Task to complete
An exact copy of the records below is needed, with every picture left out.

------ Data listing ------

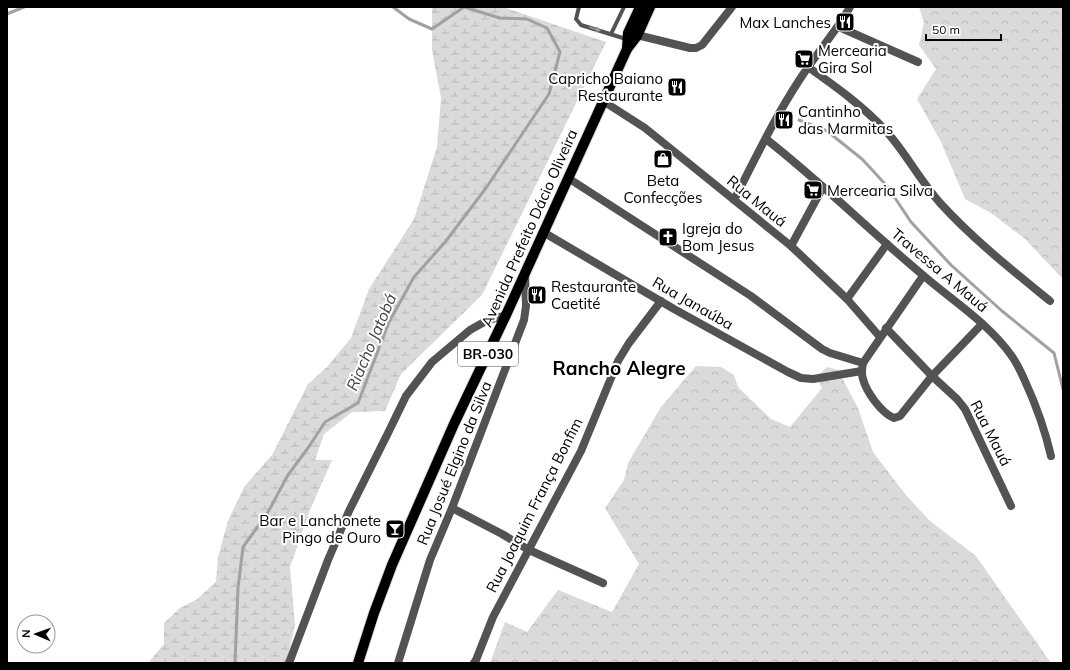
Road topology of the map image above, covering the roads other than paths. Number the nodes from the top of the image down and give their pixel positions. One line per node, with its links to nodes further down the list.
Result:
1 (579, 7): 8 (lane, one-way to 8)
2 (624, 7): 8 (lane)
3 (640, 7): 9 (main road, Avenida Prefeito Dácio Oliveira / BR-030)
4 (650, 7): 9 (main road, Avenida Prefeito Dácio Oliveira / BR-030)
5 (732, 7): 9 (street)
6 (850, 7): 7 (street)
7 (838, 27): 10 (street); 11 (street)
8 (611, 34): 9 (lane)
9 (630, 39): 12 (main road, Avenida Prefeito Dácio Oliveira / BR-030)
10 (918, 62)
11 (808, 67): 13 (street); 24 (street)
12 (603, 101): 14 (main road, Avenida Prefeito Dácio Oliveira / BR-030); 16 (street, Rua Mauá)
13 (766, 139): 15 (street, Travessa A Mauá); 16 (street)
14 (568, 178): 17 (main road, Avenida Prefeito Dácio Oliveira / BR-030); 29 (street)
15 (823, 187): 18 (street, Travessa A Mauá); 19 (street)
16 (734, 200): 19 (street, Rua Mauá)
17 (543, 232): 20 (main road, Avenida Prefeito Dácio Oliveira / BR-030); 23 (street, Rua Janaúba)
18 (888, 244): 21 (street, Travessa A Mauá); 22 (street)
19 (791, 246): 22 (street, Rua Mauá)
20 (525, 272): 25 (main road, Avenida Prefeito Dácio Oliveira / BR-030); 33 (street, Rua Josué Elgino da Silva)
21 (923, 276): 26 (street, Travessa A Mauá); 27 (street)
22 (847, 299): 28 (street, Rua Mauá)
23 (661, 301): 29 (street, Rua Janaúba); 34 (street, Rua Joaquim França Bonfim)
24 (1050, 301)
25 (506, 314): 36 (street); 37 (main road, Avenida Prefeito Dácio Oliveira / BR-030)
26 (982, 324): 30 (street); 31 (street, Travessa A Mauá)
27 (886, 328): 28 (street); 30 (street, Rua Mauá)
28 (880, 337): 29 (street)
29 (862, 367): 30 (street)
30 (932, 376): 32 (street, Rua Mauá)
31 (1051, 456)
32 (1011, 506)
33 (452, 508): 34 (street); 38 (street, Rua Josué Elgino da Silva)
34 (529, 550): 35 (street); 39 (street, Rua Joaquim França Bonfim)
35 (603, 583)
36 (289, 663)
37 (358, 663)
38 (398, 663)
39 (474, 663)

------

Answer below
Road topology of the map image above, covering the roads other than paths. Number the nodes from the top of the image down and give their pixel positions. One line per node, with its links to nodes further down the list.
Result:
1 (579, 7): 8 (lane, one-way to 8)
2 (624, 7): 8 (lane)
3 (640, 7): 9 (main road, Avenida Prefeito Dácio Oliveira / BR-030)
4 (650, 7): 9 (main road, Avenida Prefeito Dácio Oliveira / BR-030)
5 (732, 7): 9 (street)
6 (850, 7): 7 (street)
7 (838, 27): 10 (street); 11 (street)
8 (611, 34): 9 (lane)
9 (630, 39): 12 (main road, Avenida Prefeito Dácio Oliveira / BR-030)
10 (918, 62)
11 (808, 67): 13 (street); 24 (street)
12 (603, 101): 14 (main road, Avenida Prefeito Dácio Oliveira / BR-030); 16 (street, Rua Mauá)
13 (766, 139): 15 (street, Travessa A Mauá); 16 (street)
14 (568, 178): 17 (main road, Avenida Prefeito Dácio Oliveira / BR-030); 29 (street)
15 (823, 187): 18 (street, Travessa A Mauá); 19 (street)
16 (734, 200): 19 (street, Rua Mauá)
17 (543, 232): 20 (main road, Avenida Prefeito Dácio Oliveira / BR-030); 23 (street, Rua Janaúba)
18 (888, 244): 21 (street, Travessa A Mauá); 22 (street)
19 (791, 246): 22 (street, Rua Mauá)
20 (525, 272): 25 (main road, Avenida Prefeito Dácio Oliveira / BR-030); 33 (street, Rua Josué Elgino da Silva)
21 (923, 276): 26 (street, Travessa A Mauá); 27 (street)
22 (847, 299): 28 (street, Rua Mauá)
23 (661, 301): 29 (street, Rua Janaúba); 34 (street, Rua Joaquim França Bonfim)
24 (1050, 301)
25 (506, 314): 36 (street); 37 (main road, Avenida Prefeito Dácio Oliveira / BR-030)
26 (982, 324): 30 (street); 31 (street, Travessa A Mauá)
27 (886, 328): 28 (street); 30 (street, Rua Mauá)
28 (880, 337): 29 (street)
29 (862, 367): 30 (street)
30 (932, 376): 32 (street, Rua Mauá)
31 (1051, 456)
32 (1011, 506)
33 (452, 508): 34 (street); 38 (street, Rua Josué Elgino da Silva)
34 (529, 550): 35 (street); 39 (street, Rua Joaquim França Bonfim)
35 (603, 583)
36 (289, 663)
37 (358, 663)
38 (398, 663)
39 (474, 663)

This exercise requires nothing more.